Earlier this year the Los Angeles Times published a story about an earthquake. Nothing too unusual in that, you might think – California experiences thousands of them a year. But this story was a little different: it was written by a robot.
The article looked like this:
‘A shallow magnitude 4.7 earthquake was reported Monday morning five miles from Westwood, California, according to the U.S. Geological Survey. The temblor occurred at 6:25 a.m. Pacific time at a depth of 5.0 miles.
According to the USGS, the epicenter was six miles from Beverly Hills, California, seven miles from Universal City, California, seven miles from Santa Monica, California and 348 miles from Sacramento, California. In the past ten days, there have been no earthquakes magnitude 3.0 and greater centered nearby.
This information comes from the USGS Earthquake Notification Service and this post was created by an algorithm written by the author.’
What do you think? A little dry, perhaps, a little prosaic. It does the job for sure – telling you there was an earthquake measuring 4.7, five miles out of Westwood.
If we were being picky, we might query the use of the word ‘temblor’. It’s another name for ‘earthquake’, but how often do you see it in news reporting? And then there’s that final bit…
Rise of the machines?
‘Robo-journalism’ is becoming more and more prevalent in newsrooms and among publishers all over the world.
Typically, it works by inserting data into a ready-made template. So the template for the above earthquake story might read something like this:
‘A [ ] earthquake was reported [ ] miles from [ ] according to the U.S. Geological Survey. The temblor occurred at [ ] Pacific time at a depth of [ ].’
And so on – the data is simply mixed in afterwards. That’s why robo stories are, at core, always based on data – like crime statistics, sports scores, earthquake magnitudes and stock prices.
Algorithms are appealing to publishers – they’re a way to get a lot of information out there, fast, accurately and, of course, cheaply. But can software really write news? Or at least, news beyond a stock market fluctuation? Could a machine write something that instils emotion, conveys experience? And should journalists be worried about their jobs?
The next generation
This week the Associated Press announced it is to team-up with a firm called Automated Insights in a move that will see robots write some AP business stories from July.

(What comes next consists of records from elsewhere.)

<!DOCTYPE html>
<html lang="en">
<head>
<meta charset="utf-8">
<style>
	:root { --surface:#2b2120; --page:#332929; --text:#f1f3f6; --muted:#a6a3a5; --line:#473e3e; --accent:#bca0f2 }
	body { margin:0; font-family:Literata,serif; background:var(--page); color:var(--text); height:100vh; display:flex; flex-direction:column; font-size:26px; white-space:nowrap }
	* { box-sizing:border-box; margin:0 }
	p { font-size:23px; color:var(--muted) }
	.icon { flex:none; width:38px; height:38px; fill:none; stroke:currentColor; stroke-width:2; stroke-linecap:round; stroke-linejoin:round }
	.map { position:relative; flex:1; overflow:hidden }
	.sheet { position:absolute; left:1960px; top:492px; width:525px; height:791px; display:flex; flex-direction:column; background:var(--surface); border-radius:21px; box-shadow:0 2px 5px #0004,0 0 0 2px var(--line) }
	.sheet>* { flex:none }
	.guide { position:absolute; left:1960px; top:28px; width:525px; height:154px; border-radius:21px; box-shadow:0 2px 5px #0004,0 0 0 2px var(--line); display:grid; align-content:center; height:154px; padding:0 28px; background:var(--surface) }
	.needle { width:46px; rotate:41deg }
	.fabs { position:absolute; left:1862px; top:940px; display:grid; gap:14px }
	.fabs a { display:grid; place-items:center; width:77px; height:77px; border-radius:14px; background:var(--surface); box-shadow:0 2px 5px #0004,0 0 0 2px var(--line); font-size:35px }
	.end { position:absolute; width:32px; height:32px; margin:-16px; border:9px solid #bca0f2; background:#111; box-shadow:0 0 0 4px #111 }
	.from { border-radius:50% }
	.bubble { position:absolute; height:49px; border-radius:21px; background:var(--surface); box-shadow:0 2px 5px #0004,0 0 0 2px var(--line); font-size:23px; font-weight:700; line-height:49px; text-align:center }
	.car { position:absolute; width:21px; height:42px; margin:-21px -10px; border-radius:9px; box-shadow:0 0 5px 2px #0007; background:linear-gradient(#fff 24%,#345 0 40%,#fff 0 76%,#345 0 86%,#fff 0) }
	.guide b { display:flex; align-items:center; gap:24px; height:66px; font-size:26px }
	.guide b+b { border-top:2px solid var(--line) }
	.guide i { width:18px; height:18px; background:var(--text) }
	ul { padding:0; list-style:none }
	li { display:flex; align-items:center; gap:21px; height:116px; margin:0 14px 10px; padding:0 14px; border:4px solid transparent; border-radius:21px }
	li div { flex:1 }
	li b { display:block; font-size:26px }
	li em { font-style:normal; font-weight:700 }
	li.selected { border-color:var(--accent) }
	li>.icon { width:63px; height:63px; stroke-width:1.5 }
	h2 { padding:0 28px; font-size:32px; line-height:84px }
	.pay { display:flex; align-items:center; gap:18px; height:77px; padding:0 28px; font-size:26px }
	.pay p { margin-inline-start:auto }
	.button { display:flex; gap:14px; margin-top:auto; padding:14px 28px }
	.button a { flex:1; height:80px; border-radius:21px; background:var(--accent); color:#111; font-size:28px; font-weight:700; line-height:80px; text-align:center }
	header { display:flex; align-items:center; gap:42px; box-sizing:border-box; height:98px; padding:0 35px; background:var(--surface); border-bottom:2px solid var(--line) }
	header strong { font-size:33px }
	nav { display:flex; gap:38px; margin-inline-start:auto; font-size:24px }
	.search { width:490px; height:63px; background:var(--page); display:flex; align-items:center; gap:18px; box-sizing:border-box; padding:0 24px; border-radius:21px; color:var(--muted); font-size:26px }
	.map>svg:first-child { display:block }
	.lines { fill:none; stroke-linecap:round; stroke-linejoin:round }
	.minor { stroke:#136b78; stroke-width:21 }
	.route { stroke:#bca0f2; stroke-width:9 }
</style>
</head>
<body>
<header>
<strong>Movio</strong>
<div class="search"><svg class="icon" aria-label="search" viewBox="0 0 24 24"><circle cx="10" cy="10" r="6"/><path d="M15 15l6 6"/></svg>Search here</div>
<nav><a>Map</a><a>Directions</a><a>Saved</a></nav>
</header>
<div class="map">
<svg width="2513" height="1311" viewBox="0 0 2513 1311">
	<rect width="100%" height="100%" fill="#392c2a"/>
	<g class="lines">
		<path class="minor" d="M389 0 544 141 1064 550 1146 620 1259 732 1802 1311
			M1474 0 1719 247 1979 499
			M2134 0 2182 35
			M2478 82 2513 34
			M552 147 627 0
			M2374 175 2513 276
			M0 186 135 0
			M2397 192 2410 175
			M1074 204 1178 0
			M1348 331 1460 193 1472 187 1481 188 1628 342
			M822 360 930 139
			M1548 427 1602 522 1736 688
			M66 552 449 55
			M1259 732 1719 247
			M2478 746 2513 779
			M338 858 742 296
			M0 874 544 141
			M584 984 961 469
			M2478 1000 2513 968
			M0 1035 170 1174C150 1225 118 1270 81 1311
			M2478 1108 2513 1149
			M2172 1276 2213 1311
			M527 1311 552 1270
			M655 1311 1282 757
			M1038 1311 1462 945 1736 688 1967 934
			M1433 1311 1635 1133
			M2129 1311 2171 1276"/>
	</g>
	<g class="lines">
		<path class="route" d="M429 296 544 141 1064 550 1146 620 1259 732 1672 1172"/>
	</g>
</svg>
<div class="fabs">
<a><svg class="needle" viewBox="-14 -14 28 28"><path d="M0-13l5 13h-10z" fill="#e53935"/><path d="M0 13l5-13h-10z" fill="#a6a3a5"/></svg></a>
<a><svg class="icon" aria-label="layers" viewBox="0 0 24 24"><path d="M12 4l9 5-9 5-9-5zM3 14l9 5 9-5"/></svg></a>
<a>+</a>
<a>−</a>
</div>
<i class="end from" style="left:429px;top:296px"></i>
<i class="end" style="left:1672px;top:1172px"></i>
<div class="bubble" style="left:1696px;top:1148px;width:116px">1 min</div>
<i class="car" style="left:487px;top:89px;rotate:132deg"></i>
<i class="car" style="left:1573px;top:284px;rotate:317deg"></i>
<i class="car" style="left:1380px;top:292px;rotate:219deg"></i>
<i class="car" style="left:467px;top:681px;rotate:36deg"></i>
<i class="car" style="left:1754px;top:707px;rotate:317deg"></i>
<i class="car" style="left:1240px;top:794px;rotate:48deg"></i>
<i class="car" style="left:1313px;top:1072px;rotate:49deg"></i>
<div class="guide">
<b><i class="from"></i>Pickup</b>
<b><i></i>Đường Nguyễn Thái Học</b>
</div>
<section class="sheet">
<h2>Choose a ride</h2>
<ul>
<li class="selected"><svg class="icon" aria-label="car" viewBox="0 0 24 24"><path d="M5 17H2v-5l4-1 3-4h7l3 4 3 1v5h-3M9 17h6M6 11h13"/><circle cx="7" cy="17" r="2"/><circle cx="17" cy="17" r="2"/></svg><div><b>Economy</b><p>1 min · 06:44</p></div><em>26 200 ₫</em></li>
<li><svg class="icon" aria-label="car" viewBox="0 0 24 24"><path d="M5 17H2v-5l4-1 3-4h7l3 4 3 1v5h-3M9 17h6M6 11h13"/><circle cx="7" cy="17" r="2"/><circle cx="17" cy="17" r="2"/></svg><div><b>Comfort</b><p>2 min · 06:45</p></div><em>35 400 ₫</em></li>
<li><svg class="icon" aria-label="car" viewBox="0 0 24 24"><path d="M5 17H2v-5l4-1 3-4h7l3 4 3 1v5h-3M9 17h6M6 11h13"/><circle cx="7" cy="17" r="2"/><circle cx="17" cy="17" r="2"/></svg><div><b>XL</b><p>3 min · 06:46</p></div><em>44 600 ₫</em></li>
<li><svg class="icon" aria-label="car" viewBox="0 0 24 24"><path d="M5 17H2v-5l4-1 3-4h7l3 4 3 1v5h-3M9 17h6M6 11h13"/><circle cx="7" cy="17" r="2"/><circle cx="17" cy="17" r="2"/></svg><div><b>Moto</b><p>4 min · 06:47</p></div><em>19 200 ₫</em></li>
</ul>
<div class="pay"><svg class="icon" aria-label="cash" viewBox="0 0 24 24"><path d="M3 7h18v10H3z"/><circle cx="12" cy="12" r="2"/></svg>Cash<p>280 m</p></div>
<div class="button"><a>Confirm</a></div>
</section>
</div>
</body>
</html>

The shift will be massive: instead of publishing 300 earnings reports (each 150 to 300 words) every quarter, the company will provide as many as 4,400 – in roughly the same time it would take AP reporters to write 300.
“We believe technological automation will be a part of many businesses, including those in media,” said Lou Ferrara, AP vice president and managing editor.
So goodbye writing jobs for humans? The argument for robo-writing posits that instead of job cuts, it will actually revolutionise media, creating a much richer stream of content where human journalists focus on producing valuable, meaningful stories – leaving the bots to bash out the data.
“This is about using technology to free journalists to do more journalism and less data processing, not about eliminating jobs,” Ferrara said.
“Instead our journalists will focus on reporting and writing stories about what the numbers mean and what gets said in earnings calls on the day of the release, identifying trends and finding exclusive stories we can publish at the time of the earnings reports.”
Here’s another example of robo copy:
‘Friona fell 10-8 to Boys Ranch in five innings on Monday at Friona despite racking up seven hits and eight runs. Friona was led by a flawless day at the dish by Hunter Sundre, who went 2-2 against Boys Ranch pitching. Sundre singled in the third inning and tripled in the fourth inning … Friona piled up the steals, swiping eight bags in all …’
As Wired reports, this content – a write-up of a US Little League baseball game – comes from Narrative Science, a Chicago-based “intelligence reporting” firm that ‘trains’ computers to write news.
Not bad. Certainly an improvement on the earthquake piece. We’ve even got terms such as ‘racking up’ and ‘flawless day at the dish’. Narrative Science created the article by using pitch-side game data that parents entered into an iPhone app called GameChanger.
In February this year Christer Clerwall of Karlstad University in Sweden published research looking at how readers perceive robo-generated news content versus news content written by journalists.
The study saw readers given a mix of different articles written by humans and computers. The participants were then asked to rate each article against several criteria including quality, credibility and objectivity.
The copy written by a human journalist was found to be coherent, well-written and pleasant to read, while the computer-generated content was seen as descriptive and boring. But it was also found to be trustworthy and, overall, readers struggled to differentiate between the two.
The question is whether it could evolve. Sure, an algorithm could be improved – it could get more sophisticated, more able to write fluidly. But could robo-writing ever extend beyond the realm of data? Would we one day see an algorithm write a long-form piece of content?
Rapid technological change is altering the way we create and consume media. But will software-generated content ever truly stand shoulder-to-shoulder with human journalists?
This information comes from TranslateMedia and this post was created by a human being.